UNITED STATES DISTRICT COURT SOUTHERN DISTRICT OF CALIFORNIA
July 29, 2010
BILLY DANIELS, PLAINTIFF,
LIFELOCK, INC. MARKETING AND SALES PRACTICES LITIGATION, DEFENDANT.
The opinion of the court was delivered by: Louisa S Porter United States Magistrate Judge
ORDER GRANTING PLAINTIFF'S MOTION TO QUASH DEPOSITION SUBPOENA [Doc. 1, 2]

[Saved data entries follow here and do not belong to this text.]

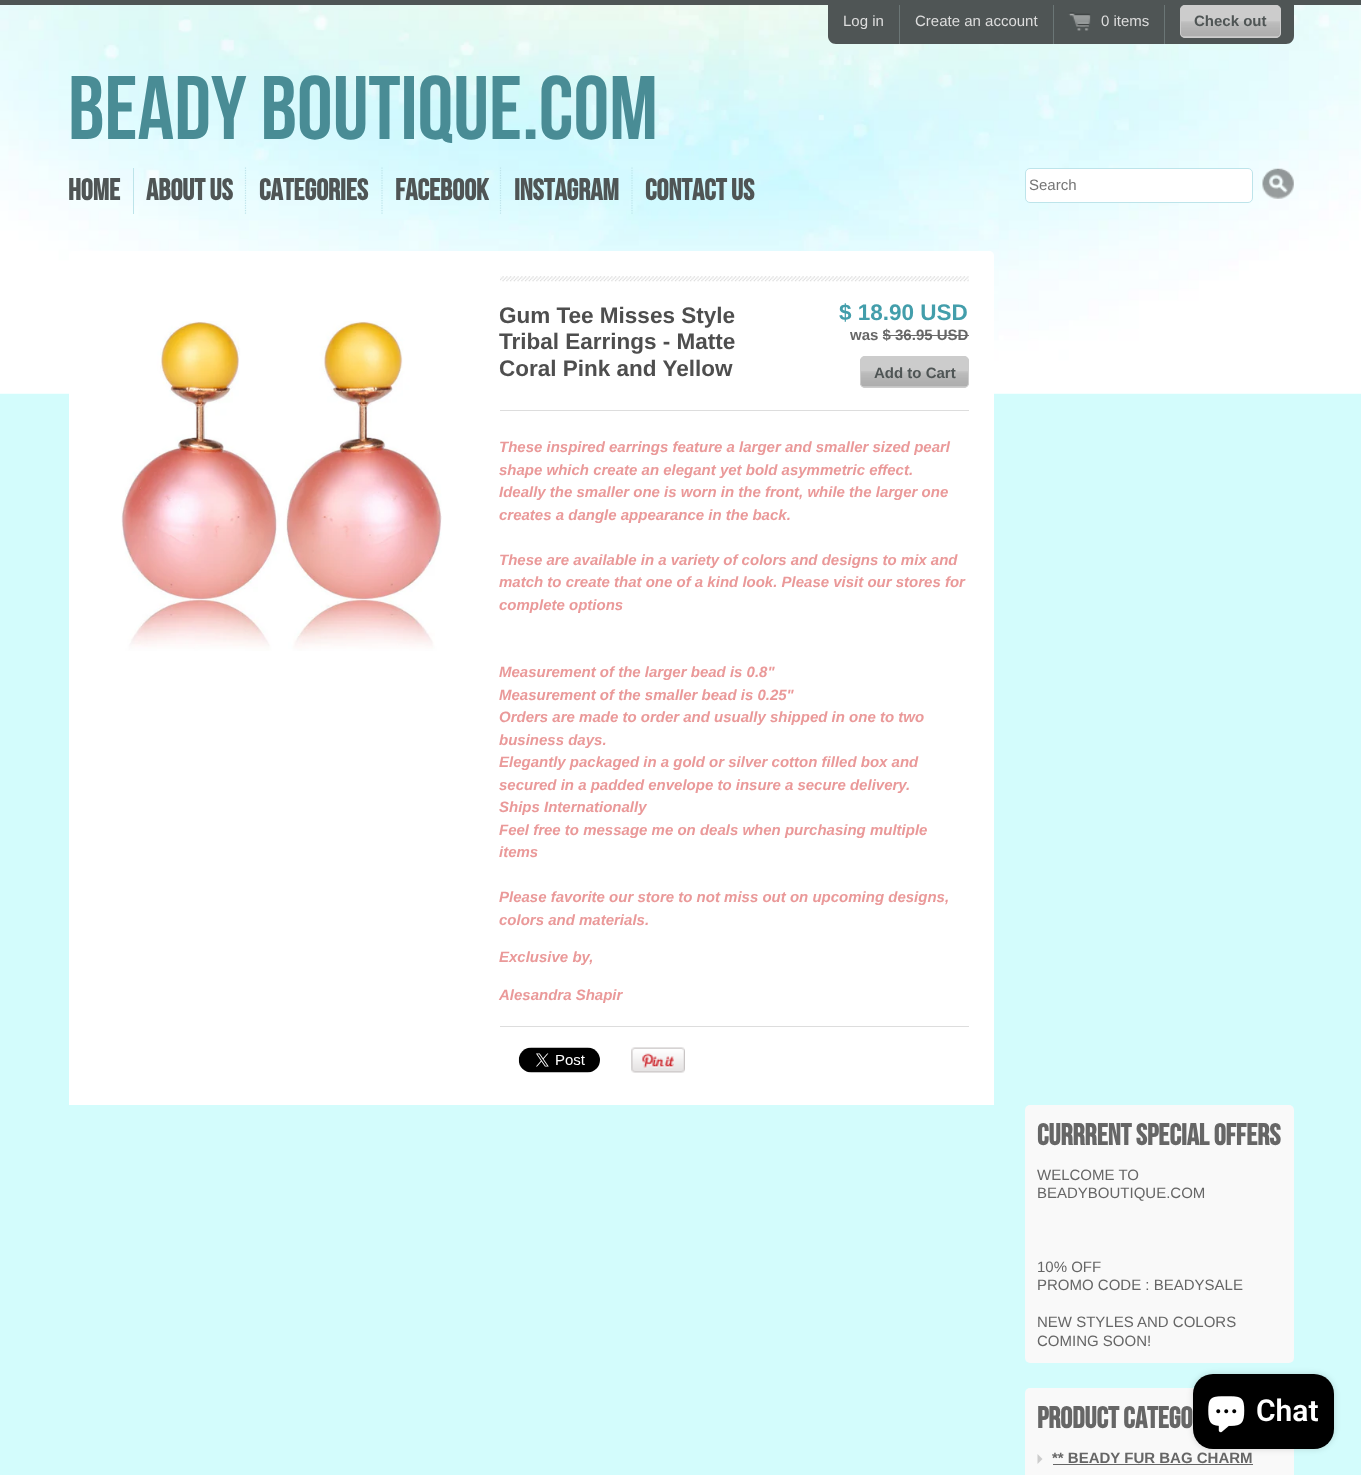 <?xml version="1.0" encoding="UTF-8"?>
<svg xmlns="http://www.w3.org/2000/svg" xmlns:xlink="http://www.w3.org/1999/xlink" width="1361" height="1475">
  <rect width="100%" height="100%" fill="#d3fcfc" />
  <image x="0" y="5" width="1361" height="389" xlink:href="image1.png" />
  <rect width="1361" height="5" fill="#4f5555" />
  <path d="M 828 5 h 466 v 31 c 0 4.5 -3.5 8 -8 8 h -450 c -4.5 0 -8 -3.5 -8 -8 z" fill="#4f5555" />
  <rect x="899" y="5" width="1" height="39" fill="#6b7676" />
  <rect x="1053" y="5" width="1" height="39" fill="#6b7676" />
  <rect x="1164" y="5" width="1" height="39" fill="#6b7676" />
  <image x="1068" y="12" width="23" height="19" xlink:href="image2.png" />
  <rect x="1180" y="5" width="101" height="33" rx="5" fill="#cccccc" />
  <image x="1180" y="21" width="101" height="16" xlink:href="image3.png" />
  <rect x="1180.5" y="5.5" width="100" height="32" rx="4.5" fill="none" stroke="#cccccc" />
  <rect x="133" y="168" width="1" height="46" fill="#bde4ea" />
  <path d="M 245.5 167.5 v 46.5" fill="none" stroke="#bde4ea" stroke-width="1.2" stroke-dasharray="1.25 1.25" />
  <path d="M 382 167.5 v 46.5" fill="none" stroke="#bde4ea" stroke-width="1.2" stroke-dasharray="1.25 1.25" />
  <path d="M 500.5 167.5 v 46.5" fill="none" stroke="#bde4ea" stroke-width="1.2" stroke-dasharray="1.25 1.25" />
  <path d="M 632 167.5 v 46.5" fill="none" stroke="#bde4ea" stroke-width="1.2" stroke-dasharray="1.25 1.25" />
  <rect x="1025.5" y="168.5" width="227" height="34" rx="4.5" fill="#ffffff" stroke="#bde4ea" />
  <image x="1262" y="168" width="32" height="31" xlink:href="image4.png" />
  <path d="M 74 251 h 915 c 3 0 5 2 5 5 v 849 h -925 v -849 c 0 -3 2 -5 5 -5 z" fill="#ffffff" />
  <image x="121" y="321" width="321" height="330" xlink:href="image5.png" />
  <image x="500" y="276" width="469" height="6" xlink:href="image6.png" />
  <rect x="500" y="410" width="469" height="1" fill="#dddddd" />
  <rect x="860" y="356" width="109" height="32" rx="5" fill="#cccccc" />
  <image x="860" y="371" width="109" height="16" xlink:href="image7.png" />
  <rect x="860.5" y="356.5" width="108" height="31" rx="4.5" fill="none" stroke="#cccccc" />
  <rect x="500" y="1026" width="469" height="1" fill="#dddddd" />
  <image x="518" y="1047" width="82" height="26" xlink:href="image8.png" />
  <image x="631" y="1047" width="54" height="26" xlink:href="image9.png" />
  <rect x="1025" y="1105" width="269" height="258" rx="5" fill="#f9f9f9" />
  <rect x="1025" y="1388" width="269" height="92" rx="5" fill="#f9f9f9" />
  <path d="M 1037.5 1464 v -10 l 5 5 z" fill="#cccccc" />
  <rect x="1053" y="1464" width="200" height="1" fill="#666666" />
  <rect x="1193" y="1374" width="141" height="75" rx="20" fill="#000000" fill-opacity="0.15" filter="blur(3px)" />
  <rect x="1193" y="1374" width="141" height="75" rx="20" fill="#000000" />
  <image x="1208" y="1396" width="37" height="37" xlink:href="image10.png" />
  <text x="843" y="26" style="font-family: Liberation Sans; font-size: 15px; fill: #dddddd">Log in</text>
  <text x="915" y="26" style="font-family: Liberation Sans; font-size: 15px; fill: #dddddd">Create an account</text>
  <text x="1101" y="26" style="font-family: Liberation Sans; font-size: 15px; fill: #dddddd">0 items</text>
  <text x="1194" y="26" style="font-family: Liberation Sans; font-size: 15px; font-weight: bold; fill: #4f5555">Check out</text>
  <text x="68" y="139" style="font-family: Bebas Neue; font-size: 90px; fill: #498c95">Beady Boutique.com</text>
  <text x="68" y="200" style="font-family: Bebas Neue; font-size: 30px; font-weight: bold; fill: #4f5555">Home</text>
  <text x="146" y="200" style="font-family: Bebas Neue; font-size: 30px; font-weight: bold; fill: #4f5555">About Us</text>
  <text x="259" y="200" style="font-family: Bebas Neue; font-size: 30px; font-weight: bold; fill: #4f5555">Categories</text>
  <text x="395" y="200" style="font-family: Bebas Neue; font-size: 30px; font-weight: bold; fill: #4f5555">Facebook</text>
  <text x="514" y="200" style="font-family: Bebas Neue; font-size: 30px; font-weight: bold; fill: #4f5555">Instagram</text>
  <text x="645" y="200" style="font-family: Bebas Neue; font-size: 30px; font-weight: bold; fill: #4f5555">Contact Us</text>
  <text x="1029" y="190" style="font-family: Liberation Sans; font-size: 15px; fill: #757575">Search</text>
  <text x="499" y="323" style="font-family: Liberation Sans; font-size: 22.5px; font-weight: bold; fill: #4e4e4e">Gum Tee Misses Style</text>
  <text x="499" y="349" style="font-family: Liberation Sans; font-size: 22.5px; font-weight: bold; fill: #4e4e4e">Tribal Earrings - Matte</text>
  <text x="499" y="376" style="font-family: Liberation Sans; font-size: 22.5px; font-weight: bold; fill: #4e4e4e">Coral Pink and Yellow</text>
  <text x="839" y="320" style="font-family: Liberation Sans; font-size: 22.5px; font-weight: bold; fill: #439eab">$ 18.90 USD</text>
  <text x="850" y="340" style="font-family: Liberation Sans; font-size: 15px; font-weight: bold; fill: #666666">was $ 36.95 USD</text>
  <rect x="883" y="335" width="86" height="1" fill="#6a6a6a" />
  <text x="874" y="378" style="font-family: Liberation Sans; font-size: 15px; font-weight: bold; fill: #4f5555">Add to Cart</text>
  <text x="499" y="452" style="font-family: Liberation Sans; font-size: 15px; font-weight: bold; font-style: italic; fill: #ea9999">These inspired earrings feature a larger and smaller sized pearl</text>
  <text x="499" y="475" style="font-family: Liberation Sans; font-size: 15px; font-weight: bold; font-style: italic; fill: #ea9999">shape which create an elegant yet bold asymmetric effect.</text>
  <text x="499" y="497" style="font-family: Liberation Sans; font-size: 15px; font-weight: bold; font-style: italic; fill: #ea9999">Ideally the smaller one is worn in the front, while the larger one</text>
  <text x="499" y="520" style="font-family: Liberation Sans; font-size: 15px; font-weight: bold; font-style: italic; fill: #ea9999">creates a dangle appearance in the back.</text>
  <text x="499" y="565" style="font-family: Liberation Sans; font-size: 15px; font-weight: bold; font-style: italic; fill: #ea9999">These are available in a variety of colors and designs to mix and</text>
  <text x="499" y="587" style="font-family: Liberation Sans; font-size: 15px; font-weight: bold; font-style: italic; fill: #ea9999">match to create that one of a kind look. Please visit our stores for</text>
  <text x="499" y="610" style="font-family: Liberation Sans; font-size: 15px; font-weight: bold; font-style: italic; fill: #ea9999">complete options</text>
  <text x="499" y="677" style="font-family: Liberation Sans; font-size: 15px; font-weight: bold; font-style: italic; fill: #ea9999">Measurement of the larger bead is 0.8"</text>
  <text x="499" y="700" style="font-family: Liberation Sans; font-size: 15px; font-weight: bold; font-style: italic; fill: #ea9999">Measurement of the smaller bead is 0.25"</text>
  <text x="499" y="722" style="font-family: Liberation Sans; font-size: 15px; font-weight: bold; font-style: italic; fill: #ea9999">Orders are made to order and usually shipped in one to two</text>
  <text x="499" y="745" style="font-family: Liberation Sans; font-size: 15px; font-weight: bold; font-style: italic; fill: #ea9999">business days.</text>
  <text x="499" y="767" style="font-family: Liberation Sans; font-size: 15px; font-weight: bold; font-style: italic; fill: #ea9999">Elegantly packaged in a gold or silver cotton filled box and</text>
  <text x="499" y="790" style="font-family: Liberation Sans; font-size: 15px; font-weight: bold; font-style: italic; fill: #ea9999">secured in a padded envelope to insure a secure delivery.</text>
  <text x="499" y="812" style="font-family: Liberation Sans; font-size: 15px; font-weight: bold; font-style: italic; fill: #ea9999">Ships Internationally</text>
  <text x="499" y="835" style="font-family: Liberation Sans; font-size: 15px; font-weight: bold; font-style: italic; fill: #ea9999">Feel free to message me on deals when purchasing multiple</text>
  <text x="499" y="857" style="font-family: Liberation Sans; font-size: 15px; font-weight: bold; font-style: italic; fill: #ea9999">items</text>
  <text x="499" y="902" style="font-family: Liberation Sans; font-size: 15px; font-weight: bold; font-style: italic; fill: #ea9999">Please favorite our store to not miss out on upcoming designs,</text>
  <text x="499" y="925" style="font-family: Liberation Sans; font-size: 15px; font-weight: bold; font-style: italic; fill: #ea9999">colors and materials.</text>
  <text x="499" y="962" style="font-family: Liberation Sans; font-size: 15px; font-weight: bold; font-style: italic; fill: #ea9999">Exclusive by,</text>
  <text x="499" y="1000" style="font-family: Liberation Sans; font-size: 15px; font-weight: bold; font-style: italic; fill: #ea9999">Alesandra Shapir</text>
  <text x="1037" y="1145" style="font-family: Bebas Neue; font-size: 30px; font-weight: bold; fill: #666666">CURRRENT SPECIAL OFFERS</text>
  <text x="1037" y="1180" style="font-family: Liberation Sans; font-size: 15px; fill: #666666">WELCOME TO</text>
  <text x="1037" y="1198" style="font-family: Liberation Sans; font-size: 15px; fill: #666666">BEADYBOUTIQUE.COM</text>
  <text x="1037" y="1272" style="font-family: Liberation Sans; font-size: 15px; fill: #666666">10% OFF</text>
  <text x="1037" y="1290" style="font-family: Liberation Sans; font-size: 15px; fill: #666666">PROMO CODE : BEADYSALE</text>
  <text x="1037" y="1327" style="font-family: Liberation Sans; font-size: 15px; fill: #666666">NEW STYLES AND COLORS</text>
  <text x="1037" y="1346" style="font-family: Liberation Sans; font-size: 15px; fill: #666666">COMING SOON!</text>
  <text x="1037" y="1428" style="font-family: Bebas Neue; font-size: 30px; font-weight: bold; fill: #666666">Product Catego</text>
  <text x="1052" y="1463" style="font-family: Liberation Sans; font-size: 15px; font-weight: bold; fill: #666666">** BEADY FUR BAG CHARM</text>
  <text x="1256" y="1421" style="font-family: Roboto; font-size: 30px; font-weight: 600; fill: #ffffff">Chat</text>
</svg>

On July 26, 2010, Plaintiff initiated the instant action by filing a Motion to Quash the Deposition Subpoena of Billy Daniels. [Docs. 1, 2.]*fn1 The underlying litigation is a multi-district class action lawsuit currently pending in the District of Arizona. (Case No. 08-MD-1977 (D. Az.).) In March 2010, the case settled, and shortly thereafter, District Judge Mary H. Murguia preliminarily approved the settlement agreement and corresponding plan for class action notice. (Id. at Doc. 159.) Furthermore, Judge Murguia scheduled the final approval hearing for August 10, 2010. (Id.) After receiving notice, class member Billy Daniels filed an Objection to the proposed settlement. (Id. at Doc. 187.) Counsel representing the class of Plaintiffs ("Class counsel") then noticed Daniels for a deposition to take place on July 30, 2010.
On July 29, 2010, the Honorable Louisa S Porter held a telephonic Discovery Conference in this matter. Appearing were: Darrell Palmer, Esq., and Janine Menhennet, Esq., counsel for Billy Daniels; Leonard Aragon, Esq., Class counsel; and Peter Antonucci, Esq., counsel for Defendants in the underlying class action. After consideration of the parties' oral argument, and based on a thorough review of the briefing and relevant case law, the Court hereby GRANTS Daniels' motion to quash the deposition subpoena for two reasons. First, Class counsel failed to seek permission of the district court to notice Daniels' deposition. Although a court may, in its discretion, grant discovery to "assist it in determining the fairness and adequacy of the settlement," there is no absolute right to such discovery. See, e.g., Jaffe v. Morgan Stanley & Co., Inc., 2008 WL 346417, at *2 (N.D. Cal. 2008). Thus, a litigant must request permission from the court before initiating the discovery. Furthermore, this request should be presented first to the court conducting the final approval hearing. However, Class counsel did not obtain, or even seek, permission from either this Court or the District of Arizona. Second, discovery is likely premature pending the final approval hearing. At this hearing, the court will evaluate the objections, and the litigants will have an opportunity to meaningfully participate and present argument. If, at that time, Judge Murguia finds there is a need for further development of the facts, Judge Murguia may allow discovery.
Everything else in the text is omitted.